Anyway, when Rex Carver's rival, a fellow actor named Hemlock (Robert Mandan), hears that a couple of C.I.A. agents masquerading as scuba experts are on the island, he does everything in his power to disrupt the everyday operation of the resort. I think that makes sense. Let me put this way, Rex and Hemlock don't like each other.

Okay, now that I got that plot-based nonsense out of the way, let's get back to focusing on what's really important. And that is, my love-hate relationship with Corey Feldman's wardrobe. I think the reason his clothes struck such a profound chord with me is because they're so close to what I used to wear on a daily basis. It's true, I've never donned a fedora (at least not out in public). But I did wear pointy creepers with buckles on them. In fact, like Corey Feldman does on several occasion during this movie, I think I even wore them to the beach.

To put it in even more frightening terms, every time I saw Corey Feldman canoodling with Demetra Hampton's Alex, a femme fatal secretly working for Hemlock, it was like looking directly into a mirror. Ugh, talk about honesty in motion.

I don't care who knows it, so here it goes: I am, simply put, Corey Feldman's character in National Lampoon's Last Resort. The creepers, the black clothing, the ponytail, the attraction to dark-haired women in black fishnets, the spastic dance moves, the Jerry Lewis-style approach to comedy, it's all there in stark technicolor.

Ahhh, that was tough. As they say, admitting you have a problem is the first step to recovery.

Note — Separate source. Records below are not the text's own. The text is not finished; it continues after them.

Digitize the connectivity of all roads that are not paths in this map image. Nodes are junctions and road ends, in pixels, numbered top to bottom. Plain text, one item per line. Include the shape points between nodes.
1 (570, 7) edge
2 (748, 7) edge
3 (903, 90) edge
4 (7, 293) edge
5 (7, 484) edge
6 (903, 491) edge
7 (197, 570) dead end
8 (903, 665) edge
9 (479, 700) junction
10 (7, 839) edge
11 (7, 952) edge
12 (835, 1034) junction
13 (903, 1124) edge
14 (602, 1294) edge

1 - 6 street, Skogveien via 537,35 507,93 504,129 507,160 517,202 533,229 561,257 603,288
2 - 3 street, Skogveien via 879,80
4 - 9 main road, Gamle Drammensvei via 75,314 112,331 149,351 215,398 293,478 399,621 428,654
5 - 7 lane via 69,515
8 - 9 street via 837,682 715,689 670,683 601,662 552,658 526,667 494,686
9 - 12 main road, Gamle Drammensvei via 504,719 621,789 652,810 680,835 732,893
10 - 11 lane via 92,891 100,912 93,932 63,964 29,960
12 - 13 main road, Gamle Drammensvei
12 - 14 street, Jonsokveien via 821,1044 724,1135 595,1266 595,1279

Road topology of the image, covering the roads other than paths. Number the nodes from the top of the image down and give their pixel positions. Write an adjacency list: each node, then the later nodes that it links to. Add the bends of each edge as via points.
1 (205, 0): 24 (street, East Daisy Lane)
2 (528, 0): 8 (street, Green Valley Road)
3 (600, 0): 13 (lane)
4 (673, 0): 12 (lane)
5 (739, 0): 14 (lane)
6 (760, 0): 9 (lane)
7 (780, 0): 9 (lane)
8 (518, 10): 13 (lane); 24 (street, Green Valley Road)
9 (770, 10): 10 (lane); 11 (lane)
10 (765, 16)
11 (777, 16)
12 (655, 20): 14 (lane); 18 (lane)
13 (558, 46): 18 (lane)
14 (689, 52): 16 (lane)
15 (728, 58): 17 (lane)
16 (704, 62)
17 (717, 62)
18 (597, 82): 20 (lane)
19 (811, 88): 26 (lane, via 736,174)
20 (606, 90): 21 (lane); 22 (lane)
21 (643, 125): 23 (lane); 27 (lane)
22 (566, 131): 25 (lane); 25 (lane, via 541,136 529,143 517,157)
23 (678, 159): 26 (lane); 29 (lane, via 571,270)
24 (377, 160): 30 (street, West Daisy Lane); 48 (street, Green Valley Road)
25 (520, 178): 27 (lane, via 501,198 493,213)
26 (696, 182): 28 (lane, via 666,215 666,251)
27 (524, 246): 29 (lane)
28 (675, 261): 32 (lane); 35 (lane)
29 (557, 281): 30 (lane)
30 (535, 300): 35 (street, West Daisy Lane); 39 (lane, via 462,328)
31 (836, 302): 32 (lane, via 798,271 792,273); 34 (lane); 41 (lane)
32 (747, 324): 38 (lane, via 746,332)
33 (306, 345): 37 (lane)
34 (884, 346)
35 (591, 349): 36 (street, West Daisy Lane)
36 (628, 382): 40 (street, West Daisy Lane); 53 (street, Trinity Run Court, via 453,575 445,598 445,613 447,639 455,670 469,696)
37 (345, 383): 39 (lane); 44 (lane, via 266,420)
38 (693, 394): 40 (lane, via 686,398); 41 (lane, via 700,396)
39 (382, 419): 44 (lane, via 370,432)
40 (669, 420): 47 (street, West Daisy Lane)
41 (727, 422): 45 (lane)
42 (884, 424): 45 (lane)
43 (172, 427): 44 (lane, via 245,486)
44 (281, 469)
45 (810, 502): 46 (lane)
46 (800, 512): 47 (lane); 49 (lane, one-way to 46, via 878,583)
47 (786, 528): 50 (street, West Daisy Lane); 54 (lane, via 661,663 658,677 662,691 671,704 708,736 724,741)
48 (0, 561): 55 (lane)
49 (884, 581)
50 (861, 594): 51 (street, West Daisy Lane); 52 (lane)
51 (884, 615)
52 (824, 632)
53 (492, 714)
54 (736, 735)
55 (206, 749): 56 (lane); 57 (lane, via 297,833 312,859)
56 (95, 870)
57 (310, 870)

Fourth wall breaking a go-go, a game show hosted by Zelda Rubinstein, wackiness-a-plenty, tag team ballroom dancing, red berets, implied mermaid sex, Tony Longo in drag, and, best of all, an underwater concert by Dread Zeppelin, National Lampoon's Last Resort is cinema at its... Oh, man, I wanna say, "finest," but I can't seem to pull the trigger. How 'bout this, National Lampoon's Last Resort is cinema at its most bewildering? Yeah, I like that, bewildering. Yo-Ho-Ho...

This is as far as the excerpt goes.